→ **EXERCISE INSTRUCTIONS**
From the data, return each line holding the word "junctions".

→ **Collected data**

::::

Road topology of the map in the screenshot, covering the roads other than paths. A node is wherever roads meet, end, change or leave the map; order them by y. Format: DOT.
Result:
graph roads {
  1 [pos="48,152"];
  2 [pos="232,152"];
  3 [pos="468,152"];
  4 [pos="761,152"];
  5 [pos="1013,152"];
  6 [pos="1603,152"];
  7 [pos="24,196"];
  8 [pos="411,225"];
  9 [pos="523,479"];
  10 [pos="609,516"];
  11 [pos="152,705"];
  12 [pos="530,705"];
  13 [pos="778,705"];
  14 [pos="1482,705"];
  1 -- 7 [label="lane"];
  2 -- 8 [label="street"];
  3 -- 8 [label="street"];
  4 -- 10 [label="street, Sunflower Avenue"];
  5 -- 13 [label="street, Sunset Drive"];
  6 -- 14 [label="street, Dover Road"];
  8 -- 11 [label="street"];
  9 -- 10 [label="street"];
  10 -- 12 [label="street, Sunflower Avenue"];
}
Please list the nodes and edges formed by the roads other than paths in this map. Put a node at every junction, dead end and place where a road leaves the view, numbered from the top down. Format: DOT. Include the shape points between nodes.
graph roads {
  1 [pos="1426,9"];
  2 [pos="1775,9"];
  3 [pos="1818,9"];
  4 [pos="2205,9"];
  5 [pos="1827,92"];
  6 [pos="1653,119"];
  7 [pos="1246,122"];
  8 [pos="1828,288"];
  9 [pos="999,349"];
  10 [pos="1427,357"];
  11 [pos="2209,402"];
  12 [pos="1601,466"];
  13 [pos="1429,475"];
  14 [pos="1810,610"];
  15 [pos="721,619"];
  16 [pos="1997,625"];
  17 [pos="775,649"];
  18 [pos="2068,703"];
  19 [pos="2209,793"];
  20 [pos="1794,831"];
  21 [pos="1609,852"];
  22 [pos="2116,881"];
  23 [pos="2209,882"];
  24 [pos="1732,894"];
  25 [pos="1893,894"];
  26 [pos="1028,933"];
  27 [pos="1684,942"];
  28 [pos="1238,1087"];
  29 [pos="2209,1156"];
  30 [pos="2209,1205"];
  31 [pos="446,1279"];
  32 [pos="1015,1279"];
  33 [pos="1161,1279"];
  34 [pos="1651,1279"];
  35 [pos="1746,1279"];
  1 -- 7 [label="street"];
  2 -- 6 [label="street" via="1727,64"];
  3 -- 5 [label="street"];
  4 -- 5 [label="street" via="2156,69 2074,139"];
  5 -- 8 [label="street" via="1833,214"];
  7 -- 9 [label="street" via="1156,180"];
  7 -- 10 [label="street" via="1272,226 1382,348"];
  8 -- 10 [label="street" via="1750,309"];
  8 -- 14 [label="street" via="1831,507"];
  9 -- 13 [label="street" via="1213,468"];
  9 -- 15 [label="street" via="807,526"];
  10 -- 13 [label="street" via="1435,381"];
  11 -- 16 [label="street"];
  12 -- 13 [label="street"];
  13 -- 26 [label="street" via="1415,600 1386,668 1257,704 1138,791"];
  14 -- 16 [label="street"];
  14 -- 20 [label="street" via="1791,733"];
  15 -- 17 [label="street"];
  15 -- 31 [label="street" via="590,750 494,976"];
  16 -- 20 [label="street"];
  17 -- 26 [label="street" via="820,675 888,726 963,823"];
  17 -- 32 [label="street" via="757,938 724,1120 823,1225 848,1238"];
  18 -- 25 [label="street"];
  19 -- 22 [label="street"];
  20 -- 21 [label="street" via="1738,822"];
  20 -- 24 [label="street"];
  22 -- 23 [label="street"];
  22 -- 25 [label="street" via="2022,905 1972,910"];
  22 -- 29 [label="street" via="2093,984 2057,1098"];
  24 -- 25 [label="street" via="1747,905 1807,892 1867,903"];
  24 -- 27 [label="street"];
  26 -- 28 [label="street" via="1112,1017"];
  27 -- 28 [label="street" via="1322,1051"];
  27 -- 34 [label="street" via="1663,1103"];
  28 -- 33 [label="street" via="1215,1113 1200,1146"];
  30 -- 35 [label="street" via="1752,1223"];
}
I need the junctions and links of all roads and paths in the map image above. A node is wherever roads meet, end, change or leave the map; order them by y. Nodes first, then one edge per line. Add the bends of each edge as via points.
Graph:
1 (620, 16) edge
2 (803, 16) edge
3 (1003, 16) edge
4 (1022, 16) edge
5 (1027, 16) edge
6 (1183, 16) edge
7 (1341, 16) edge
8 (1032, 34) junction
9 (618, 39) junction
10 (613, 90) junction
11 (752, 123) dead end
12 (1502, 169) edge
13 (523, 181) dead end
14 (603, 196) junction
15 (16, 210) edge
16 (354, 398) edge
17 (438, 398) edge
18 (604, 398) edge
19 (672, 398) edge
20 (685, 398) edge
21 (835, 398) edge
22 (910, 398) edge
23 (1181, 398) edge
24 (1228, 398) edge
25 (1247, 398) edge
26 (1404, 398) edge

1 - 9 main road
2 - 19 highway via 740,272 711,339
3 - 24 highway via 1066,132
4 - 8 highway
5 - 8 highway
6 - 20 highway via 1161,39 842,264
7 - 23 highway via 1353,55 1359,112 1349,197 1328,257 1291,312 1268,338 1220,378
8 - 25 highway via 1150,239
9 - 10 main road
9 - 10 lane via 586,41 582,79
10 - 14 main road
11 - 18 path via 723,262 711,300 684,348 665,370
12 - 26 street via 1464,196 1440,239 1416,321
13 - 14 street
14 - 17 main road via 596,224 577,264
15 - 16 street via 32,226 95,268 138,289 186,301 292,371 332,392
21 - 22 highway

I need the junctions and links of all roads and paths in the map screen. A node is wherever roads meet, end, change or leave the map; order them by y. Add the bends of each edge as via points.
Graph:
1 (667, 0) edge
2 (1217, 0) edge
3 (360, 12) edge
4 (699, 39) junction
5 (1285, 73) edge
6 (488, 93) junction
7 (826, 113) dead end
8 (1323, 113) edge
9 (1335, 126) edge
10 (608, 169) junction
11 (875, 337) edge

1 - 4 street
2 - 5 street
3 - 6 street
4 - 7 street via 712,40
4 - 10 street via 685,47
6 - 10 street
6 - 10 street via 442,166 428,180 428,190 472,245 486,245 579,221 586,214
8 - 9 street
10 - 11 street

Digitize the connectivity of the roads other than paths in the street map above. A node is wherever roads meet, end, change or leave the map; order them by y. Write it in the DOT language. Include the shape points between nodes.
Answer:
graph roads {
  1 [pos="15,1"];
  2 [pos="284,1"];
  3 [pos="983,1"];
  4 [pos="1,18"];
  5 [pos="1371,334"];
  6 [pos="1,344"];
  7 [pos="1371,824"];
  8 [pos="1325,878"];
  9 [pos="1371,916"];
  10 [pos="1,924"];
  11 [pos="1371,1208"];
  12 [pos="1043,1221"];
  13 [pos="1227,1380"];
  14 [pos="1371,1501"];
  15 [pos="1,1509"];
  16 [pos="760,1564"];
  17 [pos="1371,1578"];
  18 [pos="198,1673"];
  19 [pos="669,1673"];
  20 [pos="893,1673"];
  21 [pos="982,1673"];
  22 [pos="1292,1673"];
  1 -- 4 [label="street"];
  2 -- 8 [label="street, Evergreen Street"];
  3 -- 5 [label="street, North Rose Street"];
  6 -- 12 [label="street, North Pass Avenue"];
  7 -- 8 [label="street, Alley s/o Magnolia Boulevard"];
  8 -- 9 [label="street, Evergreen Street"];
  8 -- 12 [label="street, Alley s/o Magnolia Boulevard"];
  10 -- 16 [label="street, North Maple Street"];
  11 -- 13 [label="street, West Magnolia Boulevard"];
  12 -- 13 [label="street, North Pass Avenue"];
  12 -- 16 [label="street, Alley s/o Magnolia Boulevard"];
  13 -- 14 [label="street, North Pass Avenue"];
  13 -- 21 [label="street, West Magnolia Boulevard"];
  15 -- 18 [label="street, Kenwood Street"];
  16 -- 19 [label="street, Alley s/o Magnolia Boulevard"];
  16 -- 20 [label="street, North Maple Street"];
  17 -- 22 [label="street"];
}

::::

→ **OUTPUT FOR THIS TASK**
I need the junctions and links of all roads and paths in the map image above. A node is wherever roads meet, end, change or leave the map; order them by y. Nodes first, then one edge per line. Add the bends of each edge as via points.
I need the junctions and links of all roads and paths in the map screen. A node is wherever roads meet, end, change or leave the map; order them by y. Add the bends of each edge as via points.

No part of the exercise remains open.